**Directions:** From the data that follows, copy every line holding the string "where".

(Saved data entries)
-*-*-
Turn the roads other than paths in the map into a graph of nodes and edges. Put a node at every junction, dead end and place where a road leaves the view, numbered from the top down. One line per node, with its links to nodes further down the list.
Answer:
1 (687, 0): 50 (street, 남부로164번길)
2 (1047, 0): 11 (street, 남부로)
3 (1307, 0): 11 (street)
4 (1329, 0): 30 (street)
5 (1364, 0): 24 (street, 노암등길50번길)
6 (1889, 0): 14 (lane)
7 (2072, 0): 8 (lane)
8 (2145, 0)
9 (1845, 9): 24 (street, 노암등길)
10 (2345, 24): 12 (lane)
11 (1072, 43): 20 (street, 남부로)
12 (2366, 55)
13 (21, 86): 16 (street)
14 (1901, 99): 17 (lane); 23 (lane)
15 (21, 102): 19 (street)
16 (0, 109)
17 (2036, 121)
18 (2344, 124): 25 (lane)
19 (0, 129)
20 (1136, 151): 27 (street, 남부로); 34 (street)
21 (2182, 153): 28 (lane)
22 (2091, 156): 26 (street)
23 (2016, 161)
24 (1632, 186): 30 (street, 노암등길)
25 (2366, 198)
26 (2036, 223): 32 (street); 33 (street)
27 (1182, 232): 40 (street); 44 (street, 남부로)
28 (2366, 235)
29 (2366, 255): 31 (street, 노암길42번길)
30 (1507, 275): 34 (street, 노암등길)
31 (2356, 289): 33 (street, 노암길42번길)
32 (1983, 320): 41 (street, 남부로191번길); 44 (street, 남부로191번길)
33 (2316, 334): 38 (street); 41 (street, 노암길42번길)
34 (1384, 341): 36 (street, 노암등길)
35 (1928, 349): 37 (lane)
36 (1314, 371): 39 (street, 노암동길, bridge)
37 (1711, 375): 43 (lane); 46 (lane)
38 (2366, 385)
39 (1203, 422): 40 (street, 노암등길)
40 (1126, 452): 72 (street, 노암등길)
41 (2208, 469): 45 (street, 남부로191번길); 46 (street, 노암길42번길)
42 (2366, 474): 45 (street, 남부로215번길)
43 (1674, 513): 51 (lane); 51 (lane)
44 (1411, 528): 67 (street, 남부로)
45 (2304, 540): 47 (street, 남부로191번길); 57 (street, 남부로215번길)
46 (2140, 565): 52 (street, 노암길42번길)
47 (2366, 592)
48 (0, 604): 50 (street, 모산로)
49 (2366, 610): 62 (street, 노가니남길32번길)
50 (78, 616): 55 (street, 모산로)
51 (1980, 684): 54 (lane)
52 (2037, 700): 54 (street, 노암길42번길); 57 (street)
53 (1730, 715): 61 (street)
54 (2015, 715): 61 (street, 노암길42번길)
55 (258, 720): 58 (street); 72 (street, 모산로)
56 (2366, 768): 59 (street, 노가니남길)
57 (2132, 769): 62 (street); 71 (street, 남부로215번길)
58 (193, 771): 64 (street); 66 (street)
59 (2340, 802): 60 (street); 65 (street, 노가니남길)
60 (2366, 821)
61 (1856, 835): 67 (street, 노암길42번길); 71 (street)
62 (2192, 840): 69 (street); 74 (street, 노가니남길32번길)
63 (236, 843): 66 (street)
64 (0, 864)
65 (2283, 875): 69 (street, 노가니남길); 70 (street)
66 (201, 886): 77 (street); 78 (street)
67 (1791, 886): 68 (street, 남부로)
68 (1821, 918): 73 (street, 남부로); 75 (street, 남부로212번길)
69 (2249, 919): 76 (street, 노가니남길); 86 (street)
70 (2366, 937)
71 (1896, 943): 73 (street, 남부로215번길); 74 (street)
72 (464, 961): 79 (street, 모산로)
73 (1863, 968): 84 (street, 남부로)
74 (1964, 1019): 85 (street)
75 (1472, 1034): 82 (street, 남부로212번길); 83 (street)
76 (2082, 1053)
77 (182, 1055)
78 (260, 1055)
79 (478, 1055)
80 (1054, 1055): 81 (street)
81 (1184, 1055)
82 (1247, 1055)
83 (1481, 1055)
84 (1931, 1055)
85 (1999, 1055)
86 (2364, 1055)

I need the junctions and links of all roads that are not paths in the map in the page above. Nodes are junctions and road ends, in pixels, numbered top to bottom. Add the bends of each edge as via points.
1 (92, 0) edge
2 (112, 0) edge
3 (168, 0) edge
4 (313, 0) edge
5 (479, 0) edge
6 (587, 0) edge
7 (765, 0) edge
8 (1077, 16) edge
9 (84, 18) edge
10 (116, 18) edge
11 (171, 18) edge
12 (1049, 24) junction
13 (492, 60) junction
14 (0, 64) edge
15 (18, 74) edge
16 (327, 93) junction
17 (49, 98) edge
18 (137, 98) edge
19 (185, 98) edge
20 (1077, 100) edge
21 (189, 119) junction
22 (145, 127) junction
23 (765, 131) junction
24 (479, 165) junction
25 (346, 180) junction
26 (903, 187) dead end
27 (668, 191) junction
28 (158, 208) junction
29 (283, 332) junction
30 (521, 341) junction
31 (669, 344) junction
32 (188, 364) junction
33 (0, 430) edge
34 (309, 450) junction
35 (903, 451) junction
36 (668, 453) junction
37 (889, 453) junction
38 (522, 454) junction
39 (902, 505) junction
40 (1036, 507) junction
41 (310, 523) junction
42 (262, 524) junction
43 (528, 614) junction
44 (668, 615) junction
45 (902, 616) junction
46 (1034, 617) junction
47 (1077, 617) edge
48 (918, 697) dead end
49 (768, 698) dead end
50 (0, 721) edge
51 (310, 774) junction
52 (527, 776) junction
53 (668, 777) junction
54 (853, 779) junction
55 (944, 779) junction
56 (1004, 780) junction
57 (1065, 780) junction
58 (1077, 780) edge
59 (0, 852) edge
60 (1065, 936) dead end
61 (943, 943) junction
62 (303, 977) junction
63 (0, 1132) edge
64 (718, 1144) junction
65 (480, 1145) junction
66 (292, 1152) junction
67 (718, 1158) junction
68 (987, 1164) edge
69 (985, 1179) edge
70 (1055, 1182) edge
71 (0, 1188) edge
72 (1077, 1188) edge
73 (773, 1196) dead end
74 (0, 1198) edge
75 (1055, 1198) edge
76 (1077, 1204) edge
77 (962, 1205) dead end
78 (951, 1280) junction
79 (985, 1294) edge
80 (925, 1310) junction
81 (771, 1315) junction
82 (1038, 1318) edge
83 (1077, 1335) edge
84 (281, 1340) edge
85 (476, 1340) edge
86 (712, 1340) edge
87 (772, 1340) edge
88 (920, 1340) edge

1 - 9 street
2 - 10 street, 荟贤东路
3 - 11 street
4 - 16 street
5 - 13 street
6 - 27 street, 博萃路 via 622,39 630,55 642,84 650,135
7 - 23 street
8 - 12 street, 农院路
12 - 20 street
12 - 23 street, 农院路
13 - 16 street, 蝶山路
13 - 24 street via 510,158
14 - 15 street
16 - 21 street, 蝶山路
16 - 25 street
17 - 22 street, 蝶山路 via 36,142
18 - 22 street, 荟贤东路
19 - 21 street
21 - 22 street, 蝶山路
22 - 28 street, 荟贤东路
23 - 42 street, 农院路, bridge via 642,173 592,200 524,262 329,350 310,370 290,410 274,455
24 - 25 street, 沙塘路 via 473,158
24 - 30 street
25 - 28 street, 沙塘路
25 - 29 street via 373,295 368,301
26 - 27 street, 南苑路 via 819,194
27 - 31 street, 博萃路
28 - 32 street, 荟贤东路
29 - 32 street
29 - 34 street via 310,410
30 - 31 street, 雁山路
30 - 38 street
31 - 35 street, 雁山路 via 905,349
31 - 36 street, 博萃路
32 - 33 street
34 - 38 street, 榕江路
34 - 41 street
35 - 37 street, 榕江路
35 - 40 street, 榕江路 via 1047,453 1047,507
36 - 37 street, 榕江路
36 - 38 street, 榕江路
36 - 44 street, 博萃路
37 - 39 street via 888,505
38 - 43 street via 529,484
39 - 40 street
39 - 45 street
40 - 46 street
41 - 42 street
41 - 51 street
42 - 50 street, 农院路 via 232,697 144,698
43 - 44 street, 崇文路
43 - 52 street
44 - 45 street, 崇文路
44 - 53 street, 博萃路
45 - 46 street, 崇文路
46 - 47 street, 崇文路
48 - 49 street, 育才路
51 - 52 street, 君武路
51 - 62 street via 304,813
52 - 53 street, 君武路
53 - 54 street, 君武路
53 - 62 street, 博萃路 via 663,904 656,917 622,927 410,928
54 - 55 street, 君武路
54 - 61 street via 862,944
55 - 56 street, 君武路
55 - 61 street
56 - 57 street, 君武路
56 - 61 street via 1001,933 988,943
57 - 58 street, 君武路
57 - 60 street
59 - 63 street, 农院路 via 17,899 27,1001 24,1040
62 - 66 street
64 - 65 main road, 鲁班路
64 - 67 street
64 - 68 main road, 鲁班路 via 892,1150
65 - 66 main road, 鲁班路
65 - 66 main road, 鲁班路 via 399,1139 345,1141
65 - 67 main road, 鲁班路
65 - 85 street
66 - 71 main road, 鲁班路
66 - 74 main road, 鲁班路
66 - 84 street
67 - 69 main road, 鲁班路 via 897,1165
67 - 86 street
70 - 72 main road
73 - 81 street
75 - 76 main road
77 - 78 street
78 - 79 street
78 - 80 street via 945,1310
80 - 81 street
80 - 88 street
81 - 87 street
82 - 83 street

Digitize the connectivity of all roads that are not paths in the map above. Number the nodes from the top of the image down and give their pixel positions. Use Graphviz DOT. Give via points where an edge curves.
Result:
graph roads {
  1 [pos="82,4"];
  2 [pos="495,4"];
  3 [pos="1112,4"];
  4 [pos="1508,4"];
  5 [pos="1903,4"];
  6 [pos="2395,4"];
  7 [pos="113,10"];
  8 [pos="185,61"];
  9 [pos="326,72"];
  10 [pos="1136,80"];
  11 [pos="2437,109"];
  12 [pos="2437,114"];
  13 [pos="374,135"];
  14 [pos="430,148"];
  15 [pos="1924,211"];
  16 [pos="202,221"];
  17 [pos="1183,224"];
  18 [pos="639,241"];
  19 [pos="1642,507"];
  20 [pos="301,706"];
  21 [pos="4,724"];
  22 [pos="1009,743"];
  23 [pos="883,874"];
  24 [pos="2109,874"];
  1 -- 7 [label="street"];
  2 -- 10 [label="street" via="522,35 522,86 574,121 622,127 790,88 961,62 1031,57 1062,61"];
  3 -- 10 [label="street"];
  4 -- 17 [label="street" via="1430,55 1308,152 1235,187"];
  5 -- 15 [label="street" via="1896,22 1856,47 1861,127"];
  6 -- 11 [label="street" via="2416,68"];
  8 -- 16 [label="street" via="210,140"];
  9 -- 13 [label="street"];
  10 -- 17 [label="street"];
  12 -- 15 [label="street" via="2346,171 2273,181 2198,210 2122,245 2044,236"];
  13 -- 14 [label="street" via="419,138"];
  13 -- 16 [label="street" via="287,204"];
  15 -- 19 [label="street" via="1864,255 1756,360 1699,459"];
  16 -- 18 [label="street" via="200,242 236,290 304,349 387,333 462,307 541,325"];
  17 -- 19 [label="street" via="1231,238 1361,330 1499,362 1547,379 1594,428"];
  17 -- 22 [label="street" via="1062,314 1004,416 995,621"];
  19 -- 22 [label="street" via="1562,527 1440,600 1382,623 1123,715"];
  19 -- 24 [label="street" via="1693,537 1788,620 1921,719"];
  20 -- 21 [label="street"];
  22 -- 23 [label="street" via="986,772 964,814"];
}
-*-*-
**Solution for this exercise:**
Turn the roads other than paths in the map into a graph of nodes and edges. Put a node at every junction, dead end and place where a road leaves the view, numbered from the top down. One line per node, with its links to nodes further down the list.
Digitize the connectivity of all roads that are not paths in the map above. Number the nodes from the top of the image down and give their pixel positions. Use Graphviz DOT. Give via points where an edge curves.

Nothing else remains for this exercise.